Data items
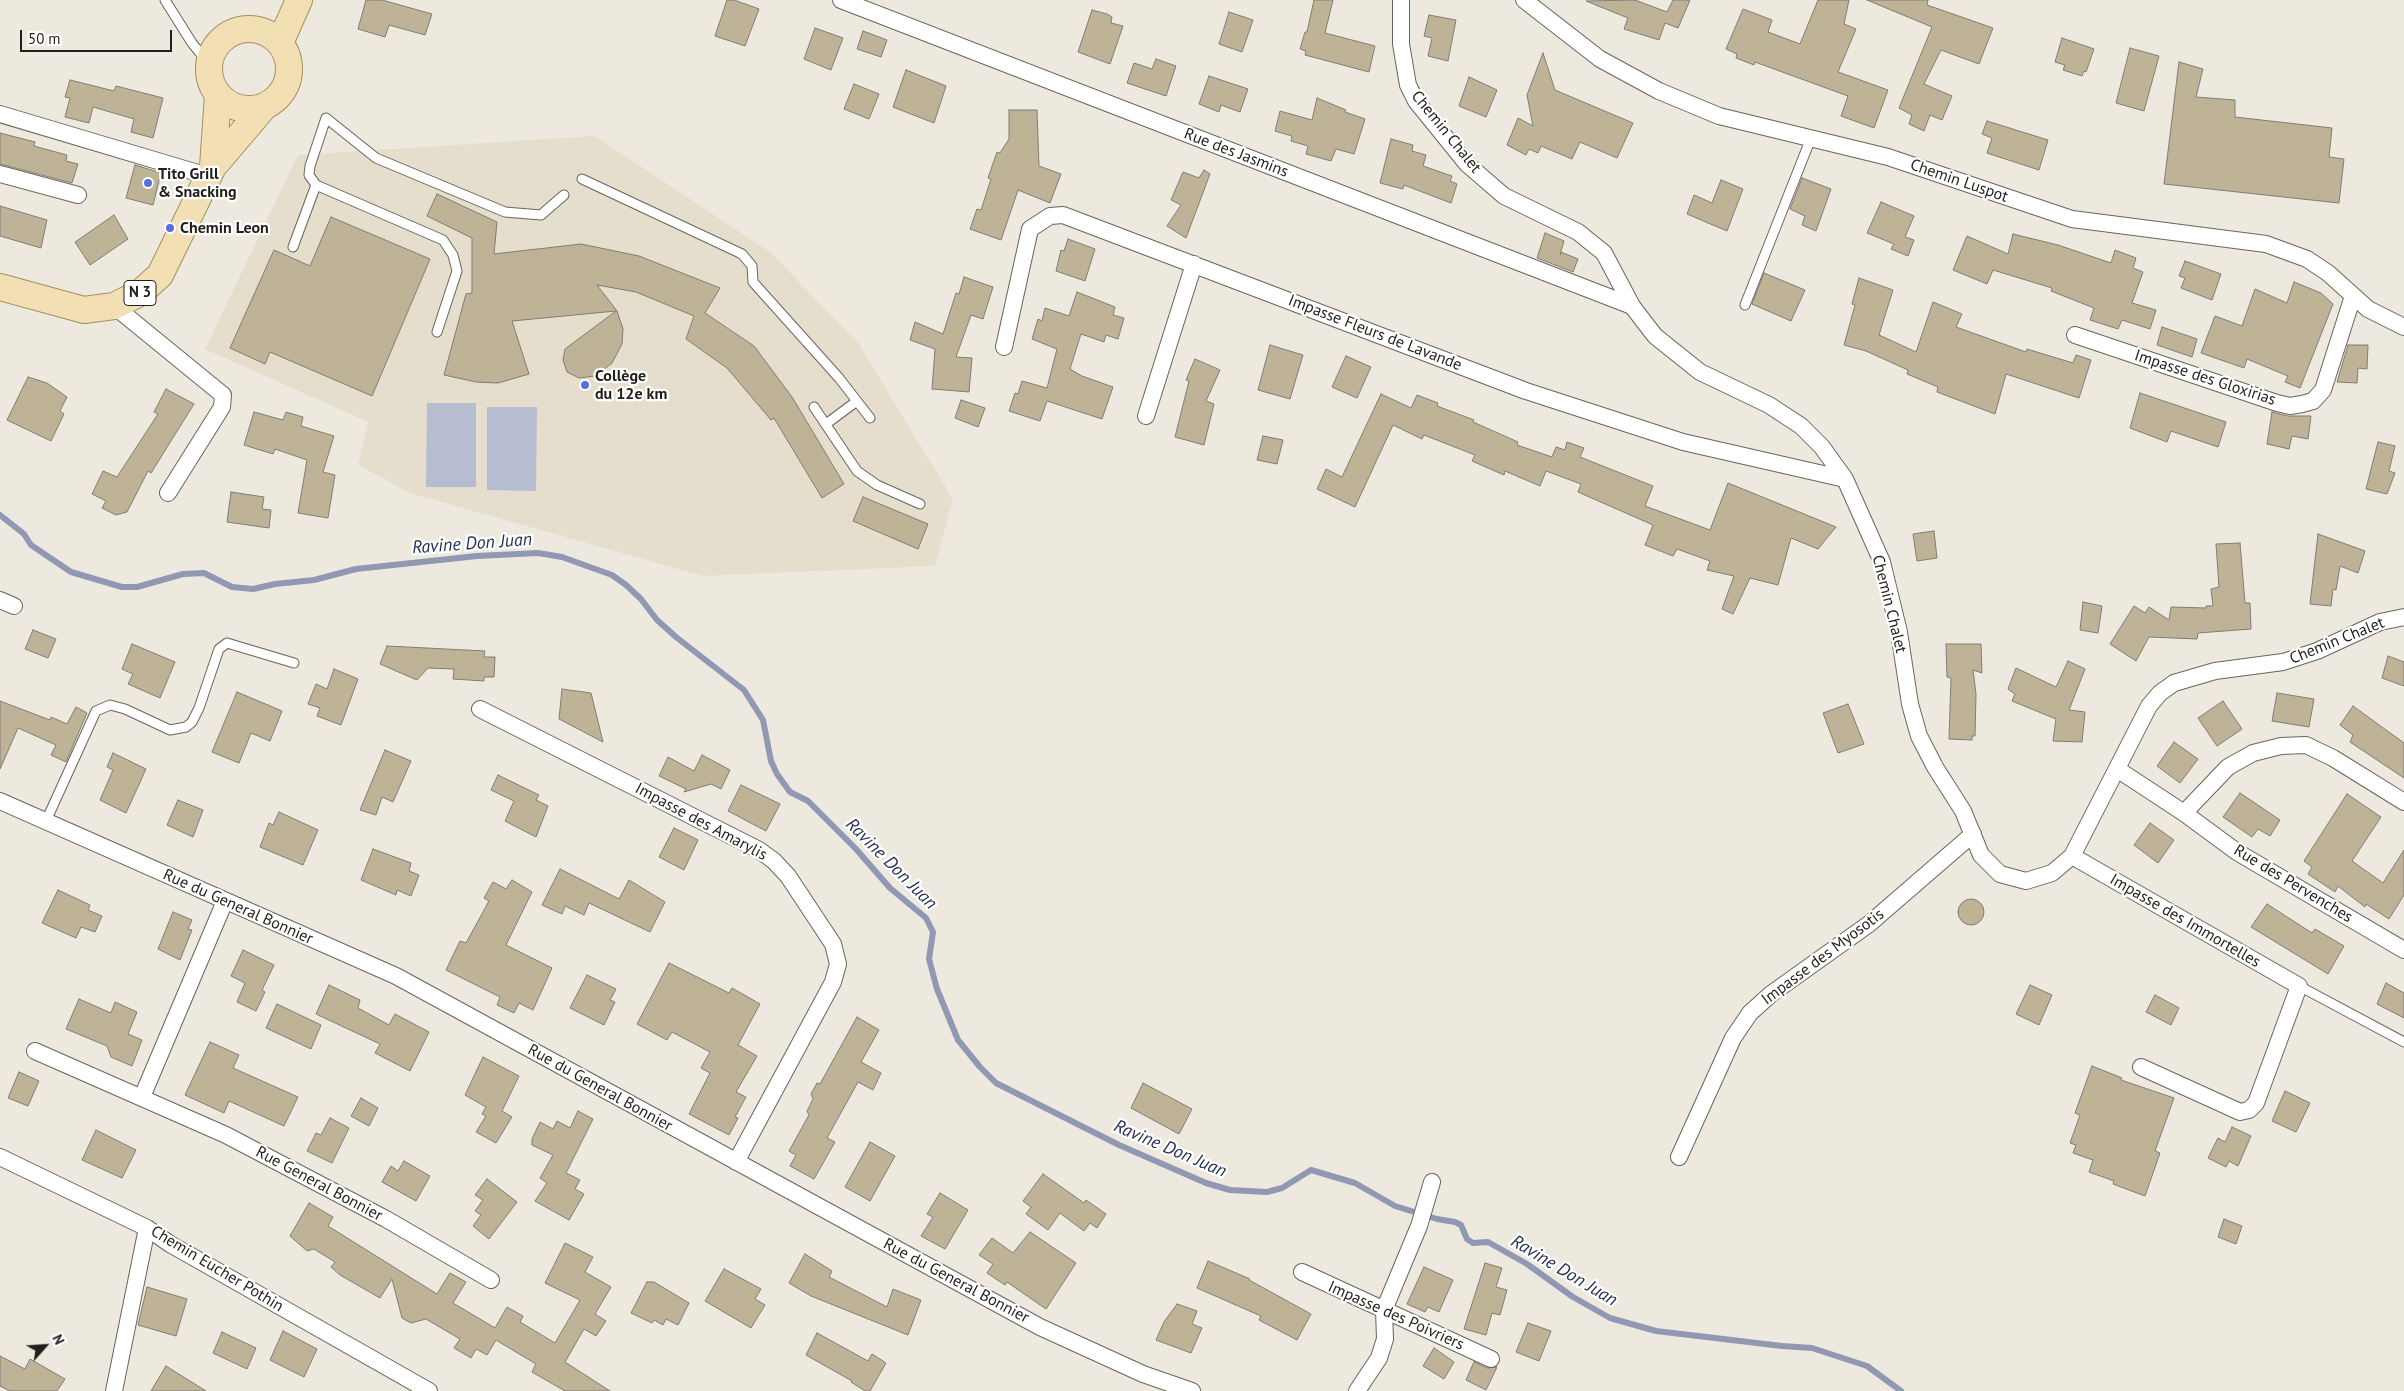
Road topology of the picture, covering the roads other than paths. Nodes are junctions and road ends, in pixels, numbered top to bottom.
1 (165, 0) edge
2 (289, 0) edge
3 (299, 0) edge
4 (841, 0) edge
5 (1401, 0) edge
6 (1524, 0) edge
7 (257, 29) junction
8 (280, 43) junction
9 (209, 64) junction
10 (218, 94) junction
11 (264, 106) junction
12 (0, 114) edge
13 (1811, 138) junction
14 (211, 171) junction
15 (0, 174) edge
16 (582, 179) dead end
17 (316, 185) junction
18 (78, 195) dead end
19 (564, 195) dead end
20 (293, 247) dead end
21 (1194, 264) junction
22 (0, 288) edge
23 (2353, 296) junction
24 (1745, 305) dead end
25 (114, 306) junction
26 (1632, 306) junction
27 (2404, 327) edge
28 (437, 332) dead end
29 (2075, 335) dead end
30 (1004, 347) dead end
31 (857, 401) junction
32 (814, 407) dead end
33 (1146, 416) dead end
34 (870, 418) dead end
35 (826, 424) junction
36 (1845, 479) junction
37 (168, 493) dead end
38 (920, 504) dead end
39 (2404, 617) edge
40 (294, 663) dead end
41 (480, 709) dead end
42 (2117, 769) junction
43 (0, 801) edge
44 (2404, 802) edge
45 (2184, 813) junction
46 (46, 821) junction
47 (1973, 834) junction
48 (2072, 856) junction
49 (225, 901) junction
50 (2404, 950) edge
51 (2299, 986) junction
52 (2404, 1042) edge
53 (35, 1051) dead end
54 (2140, 1066) dead end
55 (142, 1097) junction
56 (0, 1157) edge
57 (1679, 1157) dead end
58 (736, 1162) junction
59 (1432, 1182) dead end
60 (147, 1228) junction
61 (1302, 1272) dead end
62 (491, 1280) dead end
63 (1384, 1310) junction
64 (1491, 1359) dead end
65 (114, 1391) edge
66 (429, 1391) edge
67 (1192, 1391) edge
68 (1357, 1391) edge

1 - 9 lane
2 - 7 main road
3 - 8 main road
4 - 26 street, Rue des Jasmins
5 - 26 street, Chemin Chalet
6 - 13 street, Chemin Luspot
7 - 8 main road
7 - 9 main road
8 - 11 main road, N 3
9 - 10 main road, N 3
10 - 11 main road
10 - 14 main road, N 3
11 - 14 main road, N 3
12 - 14 street
13 - 23 street, Chemin Luspot
13 - 24 lane
14 - 25 main road, N 3
15 - 18 street
16 - 31 lane
17 - 19 lane
17 - 20 lane
17 - 28 lane
21 - 30 street, Impasse Fleurs de Lavande
21 - 33 street
21 - 36 street, Impasse Fleurs de Lavande
22 - 25 main road, N 3
23 - 27 street, Chemin Luspot
23 - 29 street, Impasse des Gloxirias
25 - 37 street
26 - 36 street, Chemin Chalet
31 - 34 lane
31 - 35 lane
32 - 35 lane
35 - 38 lane
36 - 47 street, Chemin Chalet
39 - 42 street, Chemin Chalet
40 - 46 lane
41 - 58 street, Impasse des Amarylis
42 - 45 street, Rue des Pervenches
42 - 48 street, Chemin Chalet
43 - 46 street, Rue du General Bonnier
44 - 45 street
45 - 50 street, Rue des Pervenches
46 - 49 street, Rue du General Bonnier
47 - 48 street, Chemin Chalet
47 - 57 street, Impasse des Myosotis
48 - 51 street, Impasse des Immortelles
49 - 55 street
49 - 58 street, Rue du General Bonnier
51 - 52 lane, Impasse des Immortelles
51 - 54 street
53 - 55 street, Rue General Bonnier
55 - 62 street, Rue General Bonnier
56 - 60 street, Chemin Eucher Pothin
58 - 67 street, Rue du General Bonnier
59 - 63 street
60 - 65 street
60 - 66 street, Chemin Eucher Pothin
61 - 63 street, Impasse des Poivriers
63 - 64 street, Impasse des Poivriers
63 - 68 street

EXERCISE AIM: Could you return the lines in the entries above that contain "Lavande"?

OUTPUT FOR THIS EXERCISE:
21 - 30 street, Impasse Fleurs de Lavande
21 - 36 street, Impasse Fleurs de Lavande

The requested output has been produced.